→ PROBLEM
Write the entries below again, precisely as they appear.
MATERIAL PROVIDED below:
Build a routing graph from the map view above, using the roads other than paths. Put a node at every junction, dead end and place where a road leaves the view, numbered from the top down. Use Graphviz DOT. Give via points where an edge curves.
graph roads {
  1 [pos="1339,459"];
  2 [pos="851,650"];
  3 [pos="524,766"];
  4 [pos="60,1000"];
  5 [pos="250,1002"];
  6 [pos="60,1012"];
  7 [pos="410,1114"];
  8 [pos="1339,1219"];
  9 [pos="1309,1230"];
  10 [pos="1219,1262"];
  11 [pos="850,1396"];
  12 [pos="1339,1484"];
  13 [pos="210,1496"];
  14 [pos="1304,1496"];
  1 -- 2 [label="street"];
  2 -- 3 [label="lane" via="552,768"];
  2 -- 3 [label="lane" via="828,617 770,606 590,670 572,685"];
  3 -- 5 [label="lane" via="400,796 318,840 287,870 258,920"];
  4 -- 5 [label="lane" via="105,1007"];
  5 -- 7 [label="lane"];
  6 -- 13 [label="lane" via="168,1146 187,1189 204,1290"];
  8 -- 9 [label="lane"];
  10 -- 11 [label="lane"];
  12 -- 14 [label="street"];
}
End of MATERIAL PROVIDED.
→ ANSWER TO THIS PROBLEM
Build a routing graph from the map view above, using the roads other than paths. Put a node at every junction, dead end and place where a road leaves the view, numbered from the top down. Use Graphviz DOT. Give via points where an edge curves.
graph roads {
  1 [pos="1339,459"];
  2 [pos="851,650"];
  3 [pos="524,766"];
  4 [pos="60,1000"];
  5 [pos="250,1002"];
  6 [pos="60,1012"];
  7 [pos="410,1114"];
  8 [pos="1339,1219"];
  9 [pos="1309,1230"];
  10 [pos="1219,1262"];
  11 [pos="850,1396"];
  12 [pos="1339,1484"];
  13 [pos="210,1496"];
  14 [pos="1304,1496"];
  1 -- 2 [label="street"];
  2 -- 3 [label="lane" via="552,768"];
  2 -- 3 [label="lane" via="828,617 770,606 590,670 572,685"];
  3 -- 5 [label="lane" via="400,796 318,840 287,870 258,920"];
  4 -- 5 [label="lane" via="105,1007"];
  5 -- 7 [label="lane"];
  6 -- 13 [label="lane" via="168,1146 187,1189 204,1290"];
  8 -- 9 [label="lane"];
  10 -- 11 [label="lane"];
  12 -- 14 [label="street"];
}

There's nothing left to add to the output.